### AVAILABLE DATA
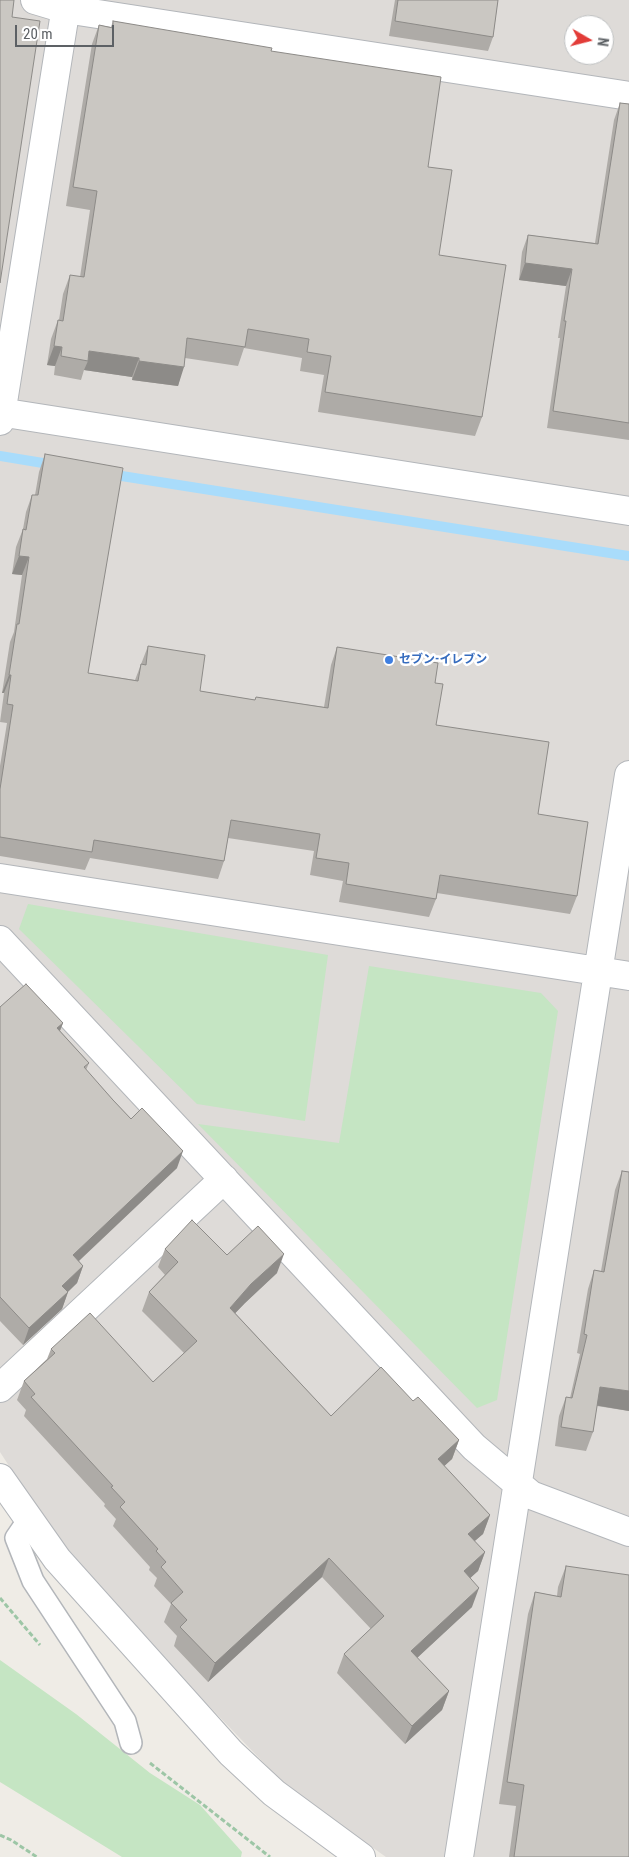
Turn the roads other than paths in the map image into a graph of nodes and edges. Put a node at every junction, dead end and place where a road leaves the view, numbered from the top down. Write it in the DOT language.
graph roads {
  1 [pos="35,0"];
  2 [pos="66,4"];
  3 [pos="629,96"];
  4 [pos="0,415"];
  5 [pos="629,511"];
  6 [pos="629,774"];
  7 [pos="0,878"];
  8 [pos="0,940"];
  9 [pos="598,972"];
  10 [pos="629,976"];
  11 [pos="224,1179"];
  12 [pos="0,1388"];
  13 [pos="0,1478"];
  14 [pos="517,1484"];
  15 [pos="29,1519"];
  16 [pos="629,1532"];
  17 [pos="131,1743"];
  18 [pos="361,1857"];
  19 [pos="459,1857"];
  1 -- 2 [label="street"];
  2 -- 3 [label="street"];
  2 -- 4 [label="street"];
  4 -- 5 [label="street"];
  6 -- 9 [label="street"];
  7 -- 9 [label="street"];
  8 -- 11 [label="street"];
  9 -- 10 [label="street"];
  9 -- 14 [label="street"];
  11 -- 12 [label="street"];
  11 -- 14 [label="street"];
  13 -- 15 [label="street"];
  14 -- 16 [label="street"];
  14 -- 19 [label="street"];
  15 -- 17 [label="street"];
  15 -- 18 [label="street"];
}
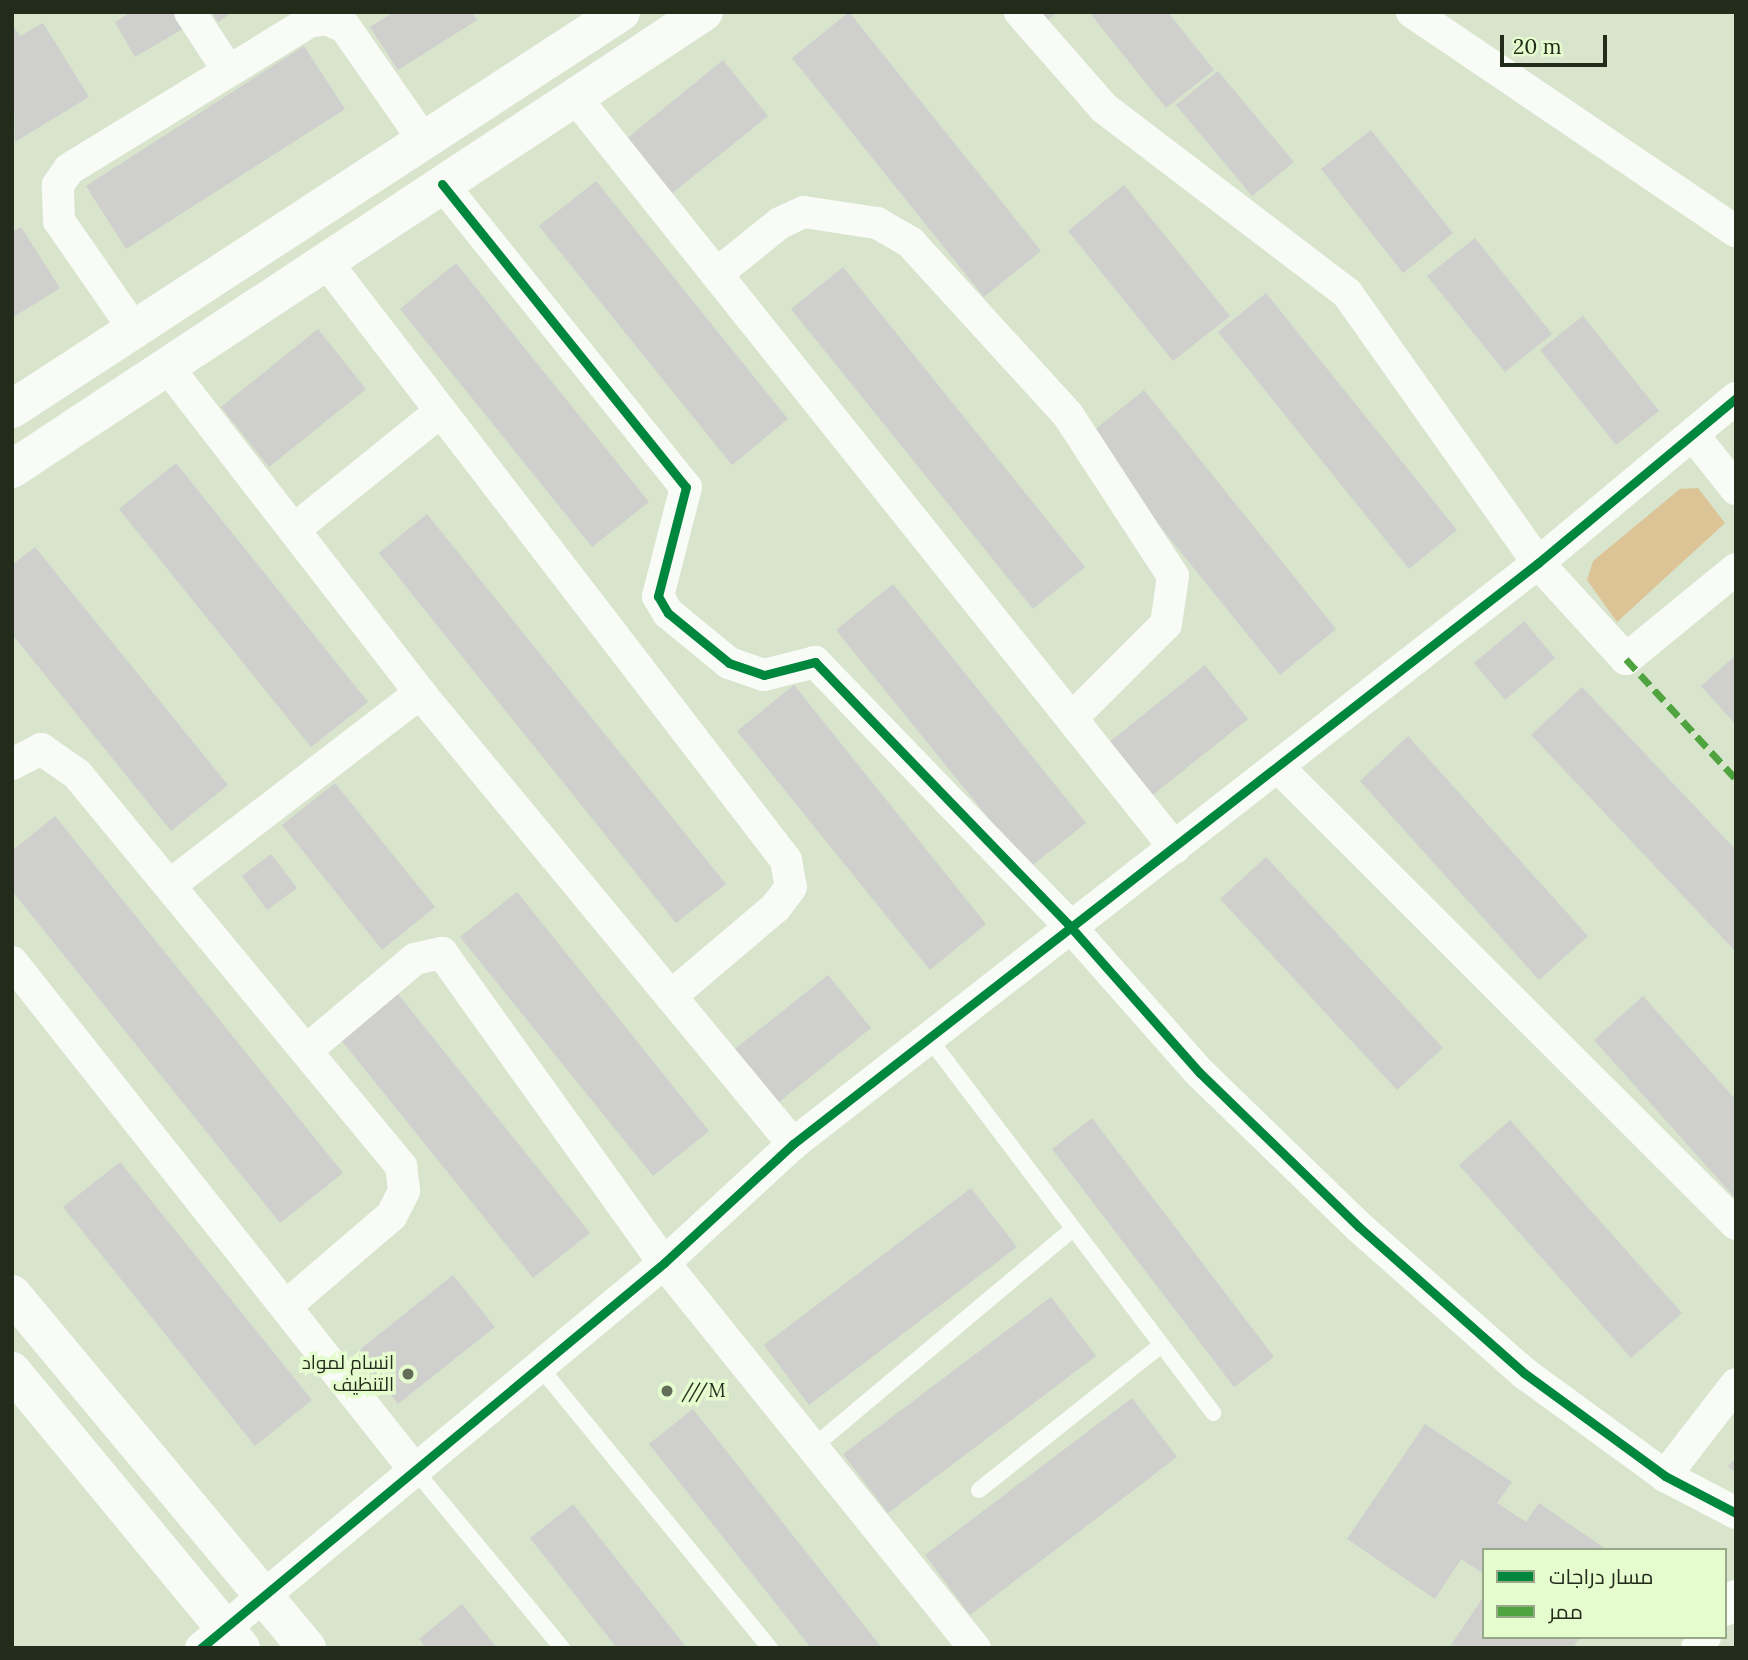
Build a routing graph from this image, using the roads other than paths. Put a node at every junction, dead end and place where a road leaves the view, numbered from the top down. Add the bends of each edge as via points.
1 (190, 12) edge
2 (621, 12) edge
3 (1020, 12) edge
4 (1412, 12) edge
5 (684, 17) edge
6 (228, 71) junction
7 (575, 97) junction
8 (425, 142) junction
9 (442, 184) junction
10 (1736, 231) edge
11 (327, 263) junction
12 (719, 272) junction
13 (135, 331) junction
14 (98, 356) junction
15 (169, 369) junction
16 (126, 397) junction
17 (1736, 398) edge
18 (12, 409) edge
19 (441, 411) junction
20 (1694, 436) junction
21 (12, 469) edge
22 (1736, 489) edge
23 (296, 528) junction
24 (1538, 563) junction
25 (1736, 569) edge
26 (420, 693) junction
27 (1072, 719) junction
28 (12, 764) edge
29 (1278, 767) junction
30 (1175, 848) junction
31 (170, 885) junction
32 (1068, 924) junction
33 (12, 962) edge
34 (671, 996) junction
35 (928, 1037) junction
36 (308, 1049) junction
37 (793, 1144) junction
38 (1736, 1224) edge
39 (1073, 1229) junction
40 (664, 1263) junction
41 (12, 1294) edge
42 (286, 1306) junction
43 (1161, 1345) junction
44 (539, 1366) junction
45 (12, 1371) edge
46 (1736, 1384) edge
47 (1213, 1413) dead end
48 (813, 1447) junction
49 (414, 1469) junction
50 (1665, 1476) junction
51 (979, 1490) dead end
52 (1736, 1513) edge
53 (265, 1597) junction
54 (223, 1642) edge
55 (307, 1648) edge
56 (562, 1648) edge
57 (770, 1648) edge
58 (975, 1648) edge

1 - 6 street
2 - 8 main road
3 - 24 street via 1104,108 1347,293
4 - 10 street
5 - 7 main road
6 - 8 street via 309,22 326,19 345,27
6 - 13 street via 69,169 58,185 59,222
7 - 9 main road
7 - 12 street
8 - 13 main road
9 - 11 main road
9 - 32 street via 686,487 658,596 668,613 729,663 764,675 815,662
11 - 15 main road
11 - 19 street
12 - 27 street
12 - 27 street via 780,223 804,212 877,223 911,243 1068,415 1173,576 1166,624
13 - 14 main road
14 - 16 main road
14 - 18 main road
15 - 16 main road
15 - 23 street
16 - 21 main road
17 - 20 street
19 - 23 street
19 - 34 street via 786,860 791,887 776,907
20 - 22 street
20 - 24 street
23 - 26 street
24 - 25 street via 1626,659
24 - 29 street
26 - 31 street
26 - 34 street
27 - 30 street
28 - 31 street via 41,749 57,756
29 - 30 street
29 - 38 street
30 - 32 street
31 - 36 street
32 - 35 street
32 - 50 street via 1200,1073 1359,1227 1524,1373
33 - 42 street
34 - 37 street
35 - 37 street
35 - 39 lane
36 - 40 street via 415,959 442,953
36 - 42 street via 384,1139 401,1166 404,1191 391,1216
37 - 40 street
39 - 43 lane
39 - 48 lane
40 - 44 street
40 - 48 street
41 - 53 main road
42 - 49 street
43 - 47 lane
43 - 51 lane
44 - 49 street
44 - 57 lane
45 - 54 main road
46 - 50 street
48 - 58 street
49 - 53 street
49 - 56 lane
50 - 52 street
53 - 54 street
53 - 55 main road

### YOUR OBJECTIVE
Transcribe every line of the data exactly. No pictures go in the copy.

### YOUR RESPONSE
Turn the roads other than paths in the map image into a graph of nodes and edges. Put a node at every junction, dead end and place where a road leaves the view, numbered from the top down. Write it in the DOT language.
graph roads {
  1 [pos="35,0"];
  2 [pos="66,4"];
  3 [pos="629,96"];
  4 [pos="0,415"];
  5 [pos="629,511"];
  6 [pos="629,774"];
  7 [pos="0,878"];
  8 [pos="0,940"];
  9 [pos="598,972"];
  10 [pos="629,976"];
  11 [pos="224,1179"];
  12 [pos="0,1388"];
  13 [pos="0,1478"];
  14 [pos="517,1484"];
  15 [pos="29,1519"];
  16 [pos="629,1532"];
  17 [pos="131,1743"];
  18 [pos="361,1857"];
  19 [pos="459,1857"];
  1 -- 2 [label="street"];
  2 -- 3 [label="street"];
  2 -- 4 [label="street"];
  4 -- 5 [label="street"];
  6 -- 9 [label="street"];
  7 -- 9 [label="street"];
  8 -- 11 [label="street"];
  9 -- 10 [label="street"];
  9 -- 14 [label="street"];
  11 -- 12 [label="street"];
  11 -- 14 [label="street"];
  13 -- 15 [label="street"];
  14 -- 16 [label="street"];
  14 -- 19 [label="street"];
  15 -- 17 [label="street"];
  15 -- 18 [label="street"];
}
Build a routing graph from this image, using the roads other than paths. Put a node at every junction, dead end and place where a road leaves the view, numbered from the top down. Add the bends of each edge as via points.
1 (190, 12) edge
2 (621, 12) edge
3 (1020, 12) edge
4 (1412, 12) edge
5 (684, 17) edge
6 (228, 71) junction
7 (575, 97) junction
8 (425, 142) junction
9 (442, 184) junction
10 (1736, 231) edge
11 (327, 263) junction
12 (719, 272) junction
13 (135, 331) junction
14 (98, 356) junction
15 (169, 369) junction
16 (126, 397) junction
17 (1736, 398) edge
18 (12, 409) edge
19 (441, 411) junction
20 (1694, 436) junction
21 (12, 469) edge
22 (1736, 489) edge
23 (296, 528) junction
24 (1538, 563) junction
25 (1736, 569) edge
26 (420, 693) junction
27 (1072, 719) junction
28 (12, 764) edge
29 (1278, 767) junction
30 (1175, 848) junction
31 (170, 885) junction
32 (1068, 924) junction
33 (12, 962) edge
34 (671, 996) junction
35 (928, 1037) junction
36 (308, 1049) junction
37 (793, 1144) junction
38 (1736, 1224) edge
39 (1073, 1229) junction
40 (664, 1263) junction
41 (12, 1294) edge
42 (286, 1306) junction
43 (1161, 1345) junction
44 (539, 1366) junction
45 (12, 1371) edge
46 (1736, 1384) edge
47 (1213, 1413) dead end
48 (813, 1447) junction
49 (414, 1469) junction
50 (1665, 1476) junction
51 (979, 1490) dead end
52 (1736, 1513) edge
53 (265, 1597) junction
54 (223, 1642) edge
55 (307, 1648) edge
56 (562, 1648) edge
57 (770, 1648) edge
58 (975, 1648) edge

1 - 6 street
2 - 8 main road
3 - 24 street via 1104,108 1347,293
4 - 10 street
5 - 7 main road
6 - 8 street via 309,22 326,19 345,27
6 - 13 street via 69,169 58,185 59,222
7 - 9 main road
7 - 12 street
8 - 13 main road
9 - 11 main road
9 - 32 street via 686,487 658,596 668,613 729,663 764,675 815,662
11 - 15 main road
11 - 19 street
12 - 27 street
12 - 27 street via 780,223 804,212 877,223 911,243 1068,415 1173,576 1166,624
13 - 14 main road
14 - 16 main road
14 - 18 main road
15 - 16 main road
15 - 23 street
16 - 21 main road
17 - 20 street
19 - 23 street
19 - 34 street via 786,860 791,887 776,907
20 - 22 street
20 - 24 street
23 - 26 street
24 - 25 street via 1626,659
24 - 29 street
26 - 31 street
26 - 34 street
27 - 30 street
28 - 31 street via 41,749 57,756
29 - 30 street
29 - 38 street
30 - 32 street
31 - 36 street
32 - 35 street
32 - 50 street via 1200,1073 1359,1227 1524,1373
33 - 42 street
34 - 37 street
35 - 37 street
35 - 39 lane
36 - 40 street via 415,959 442,953
36 - 42 street via 384,1139 401,1166 404,1191 391,1216
37 - 40 street
39 - 43 lane
39 - 48 lane
40 - 44 street
40 - 48 street
41 - 53 main road
42 - 49 street
43 - 47 lane
43 - 51 lane
44 - 49 street
44 - 57 lane
45 - 54 main road
46 - 50 street
48 - 58 street
49 - 53 street
49 - 56 lane
50 - 52 street
53 - 54 street
53 - 55 main road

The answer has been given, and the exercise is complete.